In Ca Mau, more than 43,580ha of forests in the U Minh Ha National Park, Hon Khoai and Hon Chuoi islands face the fourth and fifth fire warning levels.
If the current weather continues, the warning level for all forests in U Minh Ha, Hon Khoai and Hon Chuoi islands will rise to five, the highest, according to the province Forest Protection Sub-department.
In An Giang, the threat is at level five for 7,000ha of its 17,000ha of forests, mostly in Thoai Son, Tri Ton and Tinh Bien districts and Chau Doc city, according to the Forest Protection Sub-department.
Early this month a fire damaged six hectares of forest on Cam Mountain in Tinh Bien district.
Kien Giang province has had six forest fires caused by people burning fields since the beginning of the dry season, which damaged dozens of hectares.
It has more than 41,500ha facing a high threat of fires, according to its Department of Agriculture and Rural Development.
Hoang Van Tuan, deputy director of the department, said the threat would continue to escalate because of the lack of water and heat.
All forests on Phu Quoc island face warning level five, he said, adding that the dry sedge fields in Giang Thanh district are susceptible to fire.
Before the dry season began authorities in the delta, which comprises Can Tho city and 12 provinces, took several measures like buying firefighting facilities and storing water in forests.
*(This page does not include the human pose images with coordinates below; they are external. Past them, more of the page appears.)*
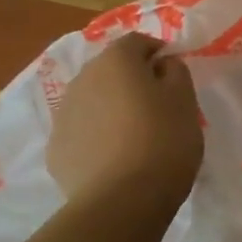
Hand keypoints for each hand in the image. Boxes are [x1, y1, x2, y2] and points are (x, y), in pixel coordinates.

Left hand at [47, 34, 202, 205]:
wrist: (121, 200)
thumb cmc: (164, 141)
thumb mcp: (185, 100)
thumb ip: (175, 72)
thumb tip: (162, 64)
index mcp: (116, 61)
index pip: (137, 41)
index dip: (157, 52)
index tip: (173, 73)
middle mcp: (82, 79)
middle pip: (110, 69)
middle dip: (131, 79)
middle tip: (157, 104)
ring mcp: (63, 115)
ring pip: (93, 100)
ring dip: (112, 107)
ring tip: (136, 134)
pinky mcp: (55, 149)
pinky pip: (82, 131)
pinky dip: (97, 135)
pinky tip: (116, 158)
They also made fire breaks in forests, built more watch towers and closed down forests with high warning levels.
An Giang has a number of plans to protect forests. Its rangers and communes have disseminated information about forest fire prevention and control and have installed firefighting facilities.
Truong Minh Hung, deputy head of its Forest Protection Sub-department, said: “The sub-department … regularly monitors forest fire - prone areas.”
Ca Mau province has 337 officials working around the clock in forests and mobilised nearly 2,000 members of the public for firefighting.
Le Van Hai, head of its Forest Protection Sub-department, said the province had built dams and closed sluices to store water in forests.
It had organised training courses in preventing and controlling forest fires for forest owners, bought more firefighting facilities and upgraded and built new watch towers, he added.
The delta has 347,000ha of mangrove forests, cajuput forests, bird sanctuaries, and nature reserves. The forests play an important role in the delta’s socio-economic development, ecology and tourism.
According to Tran Anh Thu, deputy chairman of the An Giang People’s Committee, the province’s forests are invaluable since they are linked to pilgrimages.
Tourism sites on Cam, Sam, Co To, and Tuong Mountains and in the Tra Su cajuput forest attract a large number of visitors.
To protect forests, delta authorities have allocated large areas to local residents for harvesting. This has both helped forests to develop and locals to earn a living and an incentive to protect them.
Tran Van Lun, who has received 4.8ha in Kien Giang’s An Minh District, said the forest provided him with his livelihood.
He earns around VND60 million (US$2,600) a year from harvesting wood, fish and crops he grows in the forest.
The delta provinces have afforested coastal areas in recent years to cope with climate change and prevent erosion.
Kien Giang is carrying out afforestation in 2016-20 to develop mangrove forests.
Nguyen Van Tam, director of its Department of Agriculture and Rural Development, said when the projects are completed, they would help mitigate coastal erosion and improve people’s lives.